» The problem
Count every line of the listing where the string "緑地北側線" occurs, and reply with the count alone.

====

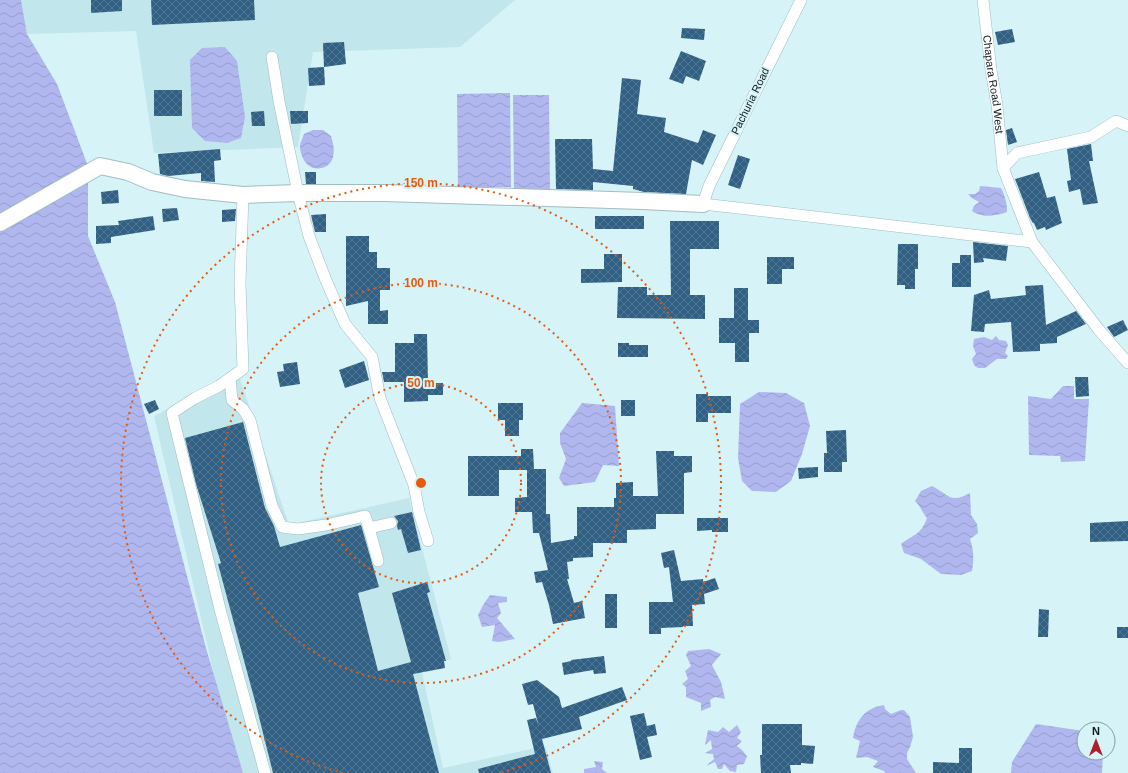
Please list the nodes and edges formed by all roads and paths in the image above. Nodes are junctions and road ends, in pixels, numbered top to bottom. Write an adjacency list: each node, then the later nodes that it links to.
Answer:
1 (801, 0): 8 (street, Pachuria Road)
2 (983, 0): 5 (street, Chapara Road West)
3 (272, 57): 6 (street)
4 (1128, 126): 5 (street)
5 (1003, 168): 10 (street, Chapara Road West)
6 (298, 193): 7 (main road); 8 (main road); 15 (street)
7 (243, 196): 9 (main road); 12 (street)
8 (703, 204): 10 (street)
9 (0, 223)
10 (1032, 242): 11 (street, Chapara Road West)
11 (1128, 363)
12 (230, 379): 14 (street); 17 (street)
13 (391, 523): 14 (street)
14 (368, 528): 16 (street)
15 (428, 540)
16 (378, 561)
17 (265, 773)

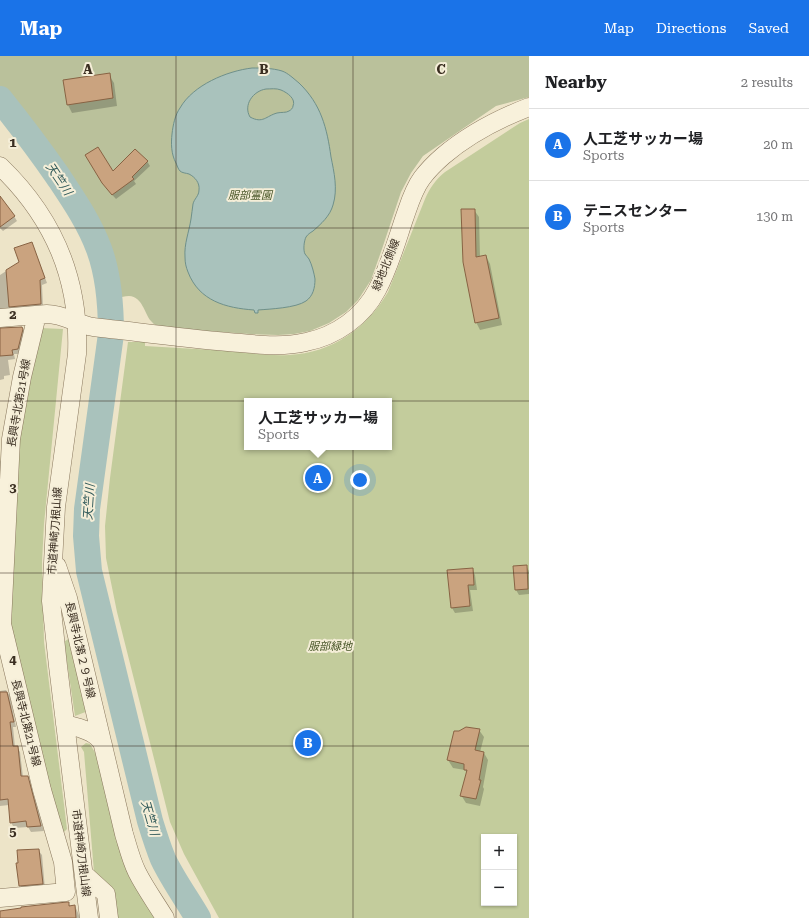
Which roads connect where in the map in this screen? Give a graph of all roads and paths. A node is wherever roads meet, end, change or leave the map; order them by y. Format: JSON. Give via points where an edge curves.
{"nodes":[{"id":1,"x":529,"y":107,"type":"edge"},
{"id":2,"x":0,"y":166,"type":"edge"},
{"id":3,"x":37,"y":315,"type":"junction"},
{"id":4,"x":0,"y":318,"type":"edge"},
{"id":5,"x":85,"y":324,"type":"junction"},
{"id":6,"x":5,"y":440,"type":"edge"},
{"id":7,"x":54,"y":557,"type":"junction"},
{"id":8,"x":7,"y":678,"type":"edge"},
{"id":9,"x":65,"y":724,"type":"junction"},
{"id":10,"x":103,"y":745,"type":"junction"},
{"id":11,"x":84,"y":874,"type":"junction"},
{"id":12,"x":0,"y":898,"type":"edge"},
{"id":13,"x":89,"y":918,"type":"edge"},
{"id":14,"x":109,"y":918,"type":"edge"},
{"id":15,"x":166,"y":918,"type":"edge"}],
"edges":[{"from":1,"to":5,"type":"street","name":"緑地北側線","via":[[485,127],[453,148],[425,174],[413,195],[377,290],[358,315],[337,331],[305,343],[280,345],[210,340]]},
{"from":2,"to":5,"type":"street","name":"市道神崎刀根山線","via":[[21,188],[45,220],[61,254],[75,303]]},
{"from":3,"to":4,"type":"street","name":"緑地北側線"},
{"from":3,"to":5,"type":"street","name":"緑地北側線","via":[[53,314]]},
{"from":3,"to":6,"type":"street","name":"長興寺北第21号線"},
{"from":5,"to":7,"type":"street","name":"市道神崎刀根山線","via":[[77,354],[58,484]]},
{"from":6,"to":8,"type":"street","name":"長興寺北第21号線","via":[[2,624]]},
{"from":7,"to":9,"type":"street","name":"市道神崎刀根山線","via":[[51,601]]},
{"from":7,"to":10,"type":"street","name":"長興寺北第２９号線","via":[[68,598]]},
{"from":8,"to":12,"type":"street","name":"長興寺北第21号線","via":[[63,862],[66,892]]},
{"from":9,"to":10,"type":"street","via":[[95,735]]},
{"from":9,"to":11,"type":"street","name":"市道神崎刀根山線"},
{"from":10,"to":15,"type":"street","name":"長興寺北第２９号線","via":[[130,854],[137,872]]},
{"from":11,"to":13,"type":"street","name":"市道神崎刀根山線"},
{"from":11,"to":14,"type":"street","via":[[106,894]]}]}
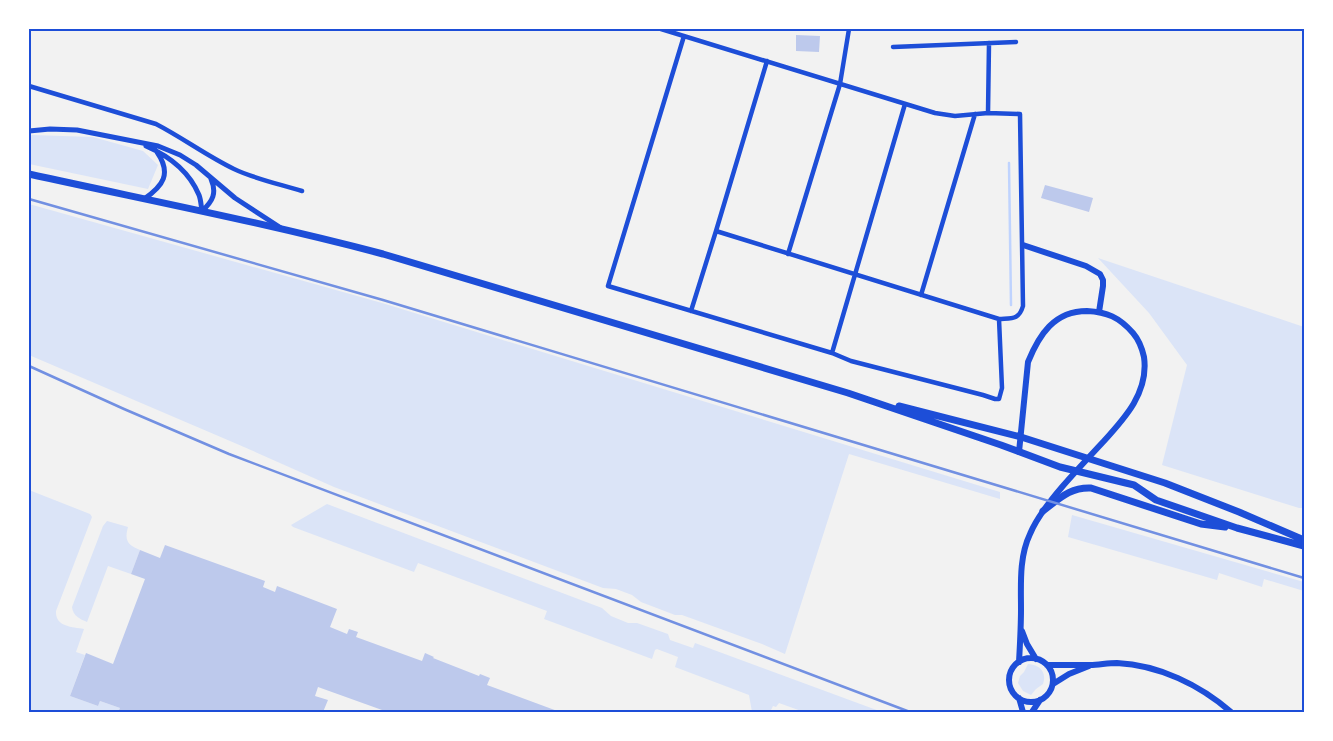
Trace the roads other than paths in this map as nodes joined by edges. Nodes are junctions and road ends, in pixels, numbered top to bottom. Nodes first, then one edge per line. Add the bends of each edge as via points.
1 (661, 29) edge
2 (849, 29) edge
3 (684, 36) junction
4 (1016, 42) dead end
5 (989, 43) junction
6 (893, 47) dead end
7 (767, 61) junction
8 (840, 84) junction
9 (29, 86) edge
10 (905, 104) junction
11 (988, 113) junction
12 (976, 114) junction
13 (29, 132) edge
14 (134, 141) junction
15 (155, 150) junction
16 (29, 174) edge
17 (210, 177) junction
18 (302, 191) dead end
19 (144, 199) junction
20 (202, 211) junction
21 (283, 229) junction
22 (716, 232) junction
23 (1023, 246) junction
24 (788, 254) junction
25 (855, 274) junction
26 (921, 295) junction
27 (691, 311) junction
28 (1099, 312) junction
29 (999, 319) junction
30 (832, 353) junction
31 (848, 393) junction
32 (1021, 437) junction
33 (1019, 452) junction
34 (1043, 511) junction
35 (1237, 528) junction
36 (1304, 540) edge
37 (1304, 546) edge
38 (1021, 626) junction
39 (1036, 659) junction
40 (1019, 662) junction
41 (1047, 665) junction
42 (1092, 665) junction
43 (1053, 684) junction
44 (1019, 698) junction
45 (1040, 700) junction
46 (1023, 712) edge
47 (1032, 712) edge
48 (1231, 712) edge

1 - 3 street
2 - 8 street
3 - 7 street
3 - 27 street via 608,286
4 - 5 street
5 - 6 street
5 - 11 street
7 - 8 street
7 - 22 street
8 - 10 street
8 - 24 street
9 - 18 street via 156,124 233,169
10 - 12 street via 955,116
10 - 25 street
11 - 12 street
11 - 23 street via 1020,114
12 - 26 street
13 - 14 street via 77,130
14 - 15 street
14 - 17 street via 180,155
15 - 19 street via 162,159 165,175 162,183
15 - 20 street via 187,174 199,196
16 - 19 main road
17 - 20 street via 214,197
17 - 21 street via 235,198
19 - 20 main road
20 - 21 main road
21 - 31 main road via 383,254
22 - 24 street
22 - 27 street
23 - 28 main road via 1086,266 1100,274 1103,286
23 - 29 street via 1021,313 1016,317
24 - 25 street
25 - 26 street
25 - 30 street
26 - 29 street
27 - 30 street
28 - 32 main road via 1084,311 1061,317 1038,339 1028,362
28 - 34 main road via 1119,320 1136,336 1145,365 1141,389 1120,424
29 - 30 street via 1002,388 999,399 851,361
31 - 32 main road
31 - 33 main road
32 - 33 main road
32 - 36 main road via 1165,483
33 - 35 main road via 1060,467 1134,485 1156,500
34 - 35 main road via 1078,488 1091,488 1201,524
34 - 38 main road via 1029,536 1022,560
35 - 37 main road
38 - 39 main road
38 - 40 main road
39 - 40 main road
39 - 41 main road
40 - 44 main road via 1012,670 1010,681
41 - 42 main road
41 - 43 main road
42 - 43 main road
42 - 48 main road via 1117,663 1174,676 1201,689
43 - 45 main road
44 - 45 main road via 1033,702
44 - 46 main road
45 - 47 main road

====

» Exercise output
3